L’œuvre de Catherine Meurisse (qui sera reçue à l’Académie des beaux-arts le 30 novembre prochain) commence à être conséquente mais on peut d’ores et déjà identifier deux types de récits. Des albums plutôt autobiographiques, d’une part, et d’autres où l’autrice se met quelque peu en retrait pour nous transmettre sa passion de l’art, de la littérature ou ici de la philosophie. La frontière est malgré tout assez floue car dans l’autobiographie, Catherine Meurisse nous parle d’art et quand elle nous parle d’art, son personnage n’est jamais loin. C’est cette imbrication très réussie d’introspection et de volonté de vulgariser le savoir qui confère un style si particulier à l’autrice.
Dans Humaine trop humaine (l’allusion à Frédéric Nietzsche n’aura échappé à personne), Catherine Meurisse renoue en quelque sorte avec une veine plus documentaire qu’elle maîtrise à la perfection. Son principal talent dans ce domaine est de savoir croquer des personnages célèbres en seulement quelques traits avec une justesse de chaque instant. On sent la lectrice de Sempé, de Bretécher et même de Hergé car elle partage avec eux ce talent pour caractériser l’humain. Ses portraits de Deleuze, de Proust ou de Sartre sont vraiment hilarants, ils sont leur essence.

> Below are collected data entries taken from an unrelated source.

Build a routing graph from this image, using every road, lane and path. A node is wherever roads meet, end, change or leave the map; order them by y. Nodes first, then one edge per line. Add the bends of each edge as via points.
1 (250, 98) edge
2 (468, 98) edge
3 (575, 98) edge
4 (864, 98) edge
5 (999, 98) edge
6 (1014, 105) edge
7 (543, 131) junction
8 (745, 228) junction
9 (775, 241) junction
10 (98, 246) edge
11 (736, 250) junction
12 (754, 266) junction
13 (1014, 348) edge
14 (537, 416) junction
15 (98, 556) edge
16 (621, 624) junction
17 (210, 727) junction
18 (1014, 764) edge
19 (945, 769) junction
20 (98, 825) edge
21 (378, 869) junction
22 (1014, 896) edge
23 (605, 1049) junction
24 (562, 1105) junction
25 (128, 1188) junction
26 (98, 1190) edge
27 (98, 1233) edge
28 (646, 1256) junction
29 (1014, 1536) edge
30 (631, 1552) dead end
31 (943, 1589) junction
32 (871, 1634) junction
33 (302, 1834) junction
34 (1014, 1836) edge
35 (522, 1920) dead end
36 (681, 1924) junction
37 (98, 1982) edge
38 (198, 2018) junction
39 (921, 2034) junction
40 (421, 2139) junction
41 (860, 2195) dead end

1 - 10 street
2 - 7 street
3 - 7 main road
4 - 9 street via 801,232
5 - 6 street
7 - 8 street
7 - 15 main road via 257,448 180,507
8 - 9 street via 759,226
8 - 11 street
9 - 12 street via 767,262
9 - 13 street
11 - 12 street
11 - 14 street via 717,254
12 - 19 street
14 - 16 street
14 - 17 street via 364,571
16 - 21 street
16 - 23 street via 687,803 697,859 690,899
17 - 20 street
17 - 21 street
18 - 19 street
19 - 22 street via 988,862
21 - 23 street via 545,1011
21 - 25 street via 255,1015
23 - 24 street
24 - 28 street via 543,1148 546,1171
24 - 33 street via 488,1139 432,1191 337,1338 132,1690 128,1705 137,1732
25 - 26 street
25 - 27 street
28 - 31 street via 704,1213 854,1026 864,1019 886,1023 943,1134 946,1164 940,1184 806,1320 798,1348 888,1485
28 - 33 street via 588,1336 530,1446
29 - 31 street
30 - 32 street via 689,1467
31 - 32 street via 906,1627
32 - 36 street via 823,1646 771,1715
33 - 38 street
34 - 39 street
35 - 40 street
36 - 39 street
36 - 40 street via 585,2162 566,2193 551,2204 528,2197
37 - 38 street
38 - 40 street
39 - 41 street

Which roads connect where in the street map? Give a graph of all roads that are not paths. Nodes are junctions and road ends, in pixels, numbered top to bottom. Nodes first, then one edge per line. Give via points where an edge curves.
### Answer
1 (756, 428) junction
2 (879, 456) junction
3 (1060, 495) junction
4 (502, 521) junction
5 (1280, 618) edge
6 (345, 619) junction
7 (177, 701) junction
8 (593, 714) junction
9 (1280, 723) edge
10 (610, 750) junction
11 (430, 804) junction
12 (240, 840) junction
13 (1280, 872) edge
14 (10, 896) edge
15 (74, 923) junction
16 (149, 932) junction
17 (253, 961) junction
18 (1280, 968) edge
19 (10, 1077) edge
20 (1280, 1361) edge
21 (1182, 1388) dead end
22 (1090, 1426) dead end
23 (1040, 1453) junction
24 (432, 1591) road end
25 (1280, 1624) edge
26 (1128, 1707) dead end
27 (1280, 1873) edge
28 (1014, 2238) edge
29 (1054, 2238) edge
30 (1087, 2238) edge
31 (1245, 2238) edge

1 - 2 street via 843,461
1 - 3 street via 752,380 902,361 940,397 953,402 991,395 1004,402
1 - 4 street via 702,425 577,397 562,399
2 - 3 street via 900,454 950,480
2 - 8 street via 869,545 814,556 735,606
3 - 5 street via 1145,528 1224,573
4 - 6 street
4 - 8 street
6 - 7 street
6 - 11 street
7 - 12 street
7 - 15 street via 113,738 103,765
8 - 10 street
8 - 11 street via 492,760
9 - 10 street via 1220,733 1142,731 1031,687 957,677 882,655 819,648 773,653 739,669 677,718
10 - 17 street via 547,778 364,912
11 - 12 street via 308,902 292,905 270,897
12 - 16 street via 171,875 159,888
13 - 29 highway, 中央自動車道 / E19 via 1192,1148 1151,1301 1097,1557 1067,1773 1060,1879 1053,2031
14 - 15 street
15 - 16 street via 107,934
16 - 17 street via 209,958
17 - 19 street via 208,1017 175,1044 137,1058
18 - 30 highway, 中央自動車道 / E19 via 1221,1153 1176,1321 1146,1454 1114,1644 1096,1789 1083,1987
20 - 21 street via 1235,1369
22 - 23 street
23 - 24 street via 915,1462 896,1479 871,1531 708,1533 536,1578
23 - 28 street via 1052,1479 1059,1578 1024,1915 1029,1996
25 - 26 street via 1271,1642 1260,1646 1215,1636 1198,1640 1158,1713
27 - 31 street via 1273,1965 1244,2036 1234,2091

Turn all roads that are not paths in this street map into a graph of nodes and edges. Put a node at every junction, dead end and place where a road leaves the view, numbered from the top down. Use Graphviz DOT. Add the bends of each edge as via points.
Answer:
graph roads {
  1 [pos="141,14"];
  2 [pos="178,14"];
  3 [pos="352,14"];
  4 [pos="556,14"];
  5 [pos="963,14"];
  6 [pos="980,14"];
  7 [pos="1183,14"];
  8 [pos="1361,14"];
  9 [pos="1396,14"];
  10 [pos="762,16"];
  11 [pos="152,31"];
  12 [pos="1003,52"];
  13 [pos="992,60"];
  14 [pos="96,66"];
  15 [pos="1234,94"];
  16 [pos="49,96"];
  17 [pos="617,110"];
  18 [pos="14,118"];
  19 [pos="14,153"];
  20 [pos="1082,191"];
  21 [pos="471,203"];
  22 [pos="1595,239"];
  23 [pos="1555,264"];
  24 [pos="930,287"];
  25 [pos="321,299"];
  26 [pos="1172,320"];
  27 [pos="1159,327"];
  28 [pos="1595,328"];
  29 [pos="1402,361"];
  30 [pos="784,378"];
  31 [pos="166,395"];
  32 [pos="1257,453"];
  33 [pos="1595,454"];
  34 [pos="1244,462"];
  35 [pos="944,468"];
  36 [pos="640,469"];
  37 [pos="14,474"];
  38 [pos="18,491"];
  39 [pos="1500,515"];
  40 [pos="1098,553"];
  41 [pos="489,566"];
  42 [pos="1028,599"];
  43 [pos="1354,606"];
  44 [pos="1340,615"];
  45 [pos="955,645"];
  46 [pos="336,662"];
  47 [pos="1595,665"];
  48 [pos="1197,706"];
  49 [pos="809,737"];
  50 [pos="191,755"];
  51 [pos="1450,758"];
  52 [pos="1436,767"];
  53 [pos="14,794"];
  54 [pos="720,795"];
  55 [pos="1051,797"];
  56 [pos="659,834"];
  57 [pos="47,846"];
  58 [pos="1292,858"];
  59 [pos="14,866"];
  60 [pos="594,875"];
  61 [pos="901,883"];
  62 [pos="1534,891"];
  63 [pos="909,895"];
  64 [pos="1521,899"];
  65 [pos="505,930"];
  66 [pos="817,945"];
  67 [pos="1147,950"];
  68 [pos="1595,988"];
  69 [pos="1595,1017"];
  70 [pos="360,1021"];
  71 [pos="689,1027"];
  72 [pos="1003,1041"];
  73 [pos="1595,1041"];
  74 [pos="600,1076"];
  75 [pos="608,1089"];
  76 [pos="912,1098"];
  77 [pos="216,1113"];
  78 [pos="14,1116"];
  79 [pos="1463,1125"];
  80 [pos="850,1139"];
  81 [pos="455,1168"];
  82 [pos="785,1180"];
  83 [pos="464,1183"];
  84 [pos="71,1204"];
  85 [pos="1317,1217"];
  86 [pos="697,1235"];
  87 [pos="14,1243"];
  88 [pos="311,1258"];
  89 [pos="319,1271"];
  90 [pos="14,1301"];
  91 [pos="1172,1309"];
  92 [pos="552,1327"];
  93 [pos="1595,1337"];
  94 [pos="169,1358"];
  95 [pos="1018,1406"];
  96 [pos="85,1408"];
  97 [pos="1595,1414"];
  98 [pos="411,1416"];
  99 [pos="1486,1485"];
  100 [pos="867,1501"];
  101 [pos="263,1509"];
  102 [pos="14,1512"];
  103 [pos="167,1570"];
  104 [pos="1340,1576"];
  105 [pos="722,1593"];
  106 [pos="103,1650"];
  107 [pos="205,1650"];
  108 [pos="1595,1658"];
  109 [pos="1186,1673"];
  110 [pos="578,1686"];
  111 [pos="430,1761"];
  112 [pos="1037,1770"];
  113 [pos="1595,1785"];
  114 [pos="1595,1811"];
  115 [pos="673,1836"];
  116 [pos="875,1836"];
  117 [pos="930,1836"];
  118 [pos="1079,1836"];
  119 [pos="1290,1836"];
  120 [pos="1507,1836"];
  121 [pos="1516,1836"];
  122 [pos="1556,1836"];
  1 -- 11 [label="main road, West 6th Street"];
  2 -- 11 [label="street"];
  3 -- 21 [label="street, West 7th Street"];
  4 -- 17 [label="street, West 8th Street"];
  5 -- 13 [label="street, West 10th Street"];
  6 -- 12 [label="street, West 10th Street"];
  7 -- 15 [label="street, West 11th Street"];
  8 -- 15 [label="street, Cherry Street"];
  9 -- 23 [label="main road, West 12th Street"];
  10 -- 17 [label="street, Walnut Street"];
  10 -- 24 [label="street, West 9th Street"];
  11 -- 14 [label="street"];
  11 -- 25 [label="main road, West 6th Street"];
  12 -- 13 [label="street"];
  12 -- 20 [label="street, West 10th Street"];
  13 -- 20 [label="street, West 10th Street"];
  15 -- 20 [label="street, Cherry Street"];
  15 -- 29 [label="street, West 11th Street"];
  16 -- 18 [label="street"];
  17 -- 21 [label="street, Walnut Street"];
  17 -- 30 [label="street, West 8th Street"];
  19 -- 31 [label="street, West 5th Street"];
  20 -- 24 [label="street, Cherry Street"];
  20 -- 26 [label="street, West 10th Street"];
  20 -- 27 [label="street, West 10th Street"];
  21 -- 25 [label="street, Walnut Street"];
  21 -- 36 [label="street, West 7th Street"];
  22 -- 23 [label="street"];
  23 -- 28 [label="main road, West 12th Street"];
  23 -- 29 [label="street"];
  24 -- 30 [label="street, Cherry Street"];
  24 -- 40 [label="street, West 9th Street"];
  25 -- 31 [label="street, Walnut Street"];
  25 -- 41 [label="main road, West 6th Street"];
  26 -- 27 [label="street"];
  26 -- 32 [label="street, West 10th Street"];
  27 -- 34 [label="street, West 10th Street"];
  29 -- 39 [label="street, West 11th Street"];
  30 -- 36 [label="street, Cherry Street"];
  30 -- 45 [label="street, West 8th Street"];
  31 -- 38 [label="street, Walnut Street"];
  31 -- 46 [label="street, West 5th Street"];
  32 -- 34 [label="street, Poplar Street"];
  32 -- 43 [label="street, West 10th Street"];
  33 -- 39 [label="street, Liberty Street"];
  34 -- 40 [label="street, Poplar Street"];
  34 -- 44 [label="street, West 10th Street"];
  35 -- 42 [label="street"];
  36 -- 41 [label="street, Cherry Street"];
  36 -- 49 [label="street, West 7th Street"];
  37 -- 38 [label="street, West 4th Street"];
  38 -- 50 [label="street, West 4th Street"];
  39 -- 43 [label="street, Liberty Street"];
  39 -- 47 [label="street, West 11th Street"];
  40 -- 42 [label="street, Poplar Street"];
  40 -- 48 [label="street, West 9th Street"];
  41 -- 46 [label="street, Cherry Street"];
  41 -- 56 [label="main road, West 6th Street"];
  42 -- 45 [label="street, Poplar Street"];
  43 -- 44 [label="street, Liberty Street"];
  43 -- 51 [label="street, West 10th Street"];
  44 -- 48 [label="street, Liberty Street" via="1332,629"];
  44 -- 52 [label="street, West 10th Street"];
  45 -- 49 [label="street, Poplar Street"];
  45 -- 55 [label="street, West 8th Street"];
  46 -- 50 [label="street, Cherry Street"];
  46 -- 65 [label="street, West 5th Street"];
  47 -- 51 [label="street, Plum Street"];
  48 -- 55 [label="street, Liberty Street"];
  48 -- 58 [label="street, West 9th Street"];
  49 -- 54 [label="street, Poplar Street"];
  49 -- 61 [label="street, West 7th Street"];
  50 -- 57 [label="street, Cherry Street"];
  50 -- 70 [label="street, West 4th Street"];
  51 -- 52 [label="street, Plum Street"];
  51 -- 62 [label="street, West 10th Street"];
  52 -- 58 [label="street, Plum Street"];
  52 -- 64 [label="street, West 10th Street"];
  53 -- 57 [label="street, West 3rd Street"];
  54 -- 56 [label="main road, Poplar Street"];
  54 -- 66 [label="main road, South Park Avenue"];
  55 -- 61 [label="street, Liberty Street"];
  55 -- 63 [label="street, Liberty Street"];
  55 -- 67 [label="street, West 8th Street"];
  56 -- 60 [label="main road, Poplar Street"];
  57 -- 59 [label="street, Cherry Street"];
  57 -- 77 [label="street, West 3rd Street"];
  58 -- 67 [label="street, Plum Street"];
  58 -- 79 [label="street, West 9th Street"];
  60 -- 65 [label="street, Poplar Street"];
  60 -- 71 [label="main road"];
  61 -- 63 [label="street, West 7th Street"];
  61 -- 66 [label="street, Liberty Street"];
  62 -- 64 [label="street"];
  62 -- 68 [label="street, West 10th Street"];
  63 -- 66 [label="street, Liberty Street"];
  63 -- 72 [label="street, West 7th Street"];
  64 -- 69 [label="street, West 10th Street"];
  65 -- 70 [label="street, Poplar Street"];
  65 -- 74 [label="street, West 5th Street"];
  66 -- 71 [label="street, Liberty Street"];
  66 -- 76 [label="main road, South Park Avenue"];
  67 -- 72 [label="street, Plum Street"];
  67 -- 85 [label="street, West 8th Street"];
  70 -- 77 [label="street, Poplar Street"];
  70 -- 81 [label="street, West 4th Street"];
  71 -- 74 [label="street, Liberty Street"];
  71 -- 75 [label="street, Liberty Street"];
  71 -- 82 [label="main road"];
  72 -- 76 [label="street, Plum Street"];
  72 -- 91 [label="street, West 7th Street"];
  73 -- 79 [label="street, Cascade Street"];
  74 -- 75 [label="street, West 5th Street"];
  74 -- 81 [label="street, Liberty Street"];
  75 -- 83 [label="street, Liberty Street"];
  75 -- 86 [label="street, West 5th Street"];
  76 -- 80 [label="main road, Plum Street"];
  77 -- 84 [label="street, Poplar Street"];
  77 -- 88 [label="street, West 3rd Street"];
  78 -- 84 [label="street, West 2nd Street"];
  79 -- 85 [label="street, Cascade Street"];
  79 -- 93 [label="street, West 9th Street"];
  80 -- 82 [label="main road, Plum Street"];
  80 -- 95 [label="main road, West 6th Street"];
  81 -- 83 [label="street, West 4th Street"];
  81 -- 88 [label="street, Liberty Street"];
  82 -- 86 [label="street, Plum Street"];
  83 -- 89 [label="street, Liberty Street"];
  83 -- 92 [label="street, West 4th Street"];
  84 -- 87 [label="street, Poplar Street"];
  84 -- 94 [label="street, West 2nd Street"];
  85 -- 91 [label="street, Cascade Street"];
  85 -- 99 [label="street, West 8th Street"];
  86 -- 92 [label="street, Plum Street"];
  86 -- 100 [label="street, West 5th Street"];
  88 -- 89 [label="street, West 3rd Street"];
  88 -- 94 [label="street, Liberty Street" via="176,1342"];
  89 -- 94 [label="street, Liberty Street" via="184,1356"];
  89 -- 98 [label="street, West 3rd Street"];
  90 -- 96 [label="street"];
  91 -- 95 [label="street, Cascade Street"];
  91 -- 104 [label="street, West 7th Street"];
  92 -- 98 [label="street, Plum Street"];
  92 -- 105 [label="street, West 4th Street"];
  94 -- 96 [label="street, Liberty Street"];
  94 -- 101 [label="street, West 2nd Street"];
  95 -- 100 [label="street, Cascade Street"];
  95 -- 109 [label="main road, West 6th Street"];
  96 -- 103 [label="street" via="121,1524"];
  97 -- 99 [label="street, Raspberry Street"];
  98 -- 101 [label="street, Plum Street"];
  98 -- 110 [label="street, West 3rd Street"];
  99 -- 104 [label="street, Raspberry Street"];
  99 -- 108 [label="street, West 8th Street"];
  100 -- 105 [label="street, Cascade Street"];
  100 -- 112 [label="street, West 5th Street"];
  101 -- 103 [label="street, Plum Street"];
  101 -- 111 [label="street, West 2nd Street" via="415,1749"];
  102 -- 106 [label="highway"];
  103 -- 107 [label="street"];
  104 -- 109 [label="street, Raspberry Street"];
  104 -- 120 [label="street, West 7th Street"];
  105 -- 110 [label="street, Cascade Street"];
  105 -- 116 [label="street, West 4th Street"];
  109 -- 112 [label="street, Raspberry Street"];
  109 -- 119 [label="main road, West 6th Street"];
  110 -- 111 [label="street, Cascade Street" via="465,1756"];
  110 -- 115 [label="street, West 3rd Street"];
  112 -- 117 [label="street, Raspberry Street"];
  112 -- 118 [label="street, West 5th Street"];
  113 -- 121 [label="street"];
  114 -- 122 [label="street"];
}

L’autre singularité délicieuse de cet album tient dans le choix des passages pertinents des œuvres des philosophes qu’il convoque. L’autrice n’essaye pas, comme c’est souvent le cas dans la vulgarisation en bande dessinée, d’être exhaustive mais plutôt de nous offrir une idée marquante de chacun de ses prestigieux invités prestigieux : Héraclite, Socrate, Kant... qu’elle aborde plupart du temps sur le mode de la dérision grâce à des saynètes très spirituelles et amusantes. On a aussi, en bas de la deuxième de chacune des doubles pages, un petit texte qui résume bien son intention et qui complète le gag. Cela crée souvent une envie de relire la page que l’on comprend parfois mieux après avoir lu l’explication.
Qu’est-ce qu’un bon album de vulgarisation ? C’est une bande dessinée qui nous donne envie d’approfondir le sujet après notre lecture. C’est le cas ici, Catherine Meurisse nous gratifie, comme elle l’avait déjà fait avec l’art et la littérature, d’une porte d’entrée parfaite dans le monde exigeant de la philosophie. Et comme Montaigne ou Gombrowicz, elle a raison de penser que la philosophie est une matière amusante et qu’elle aide à vivre.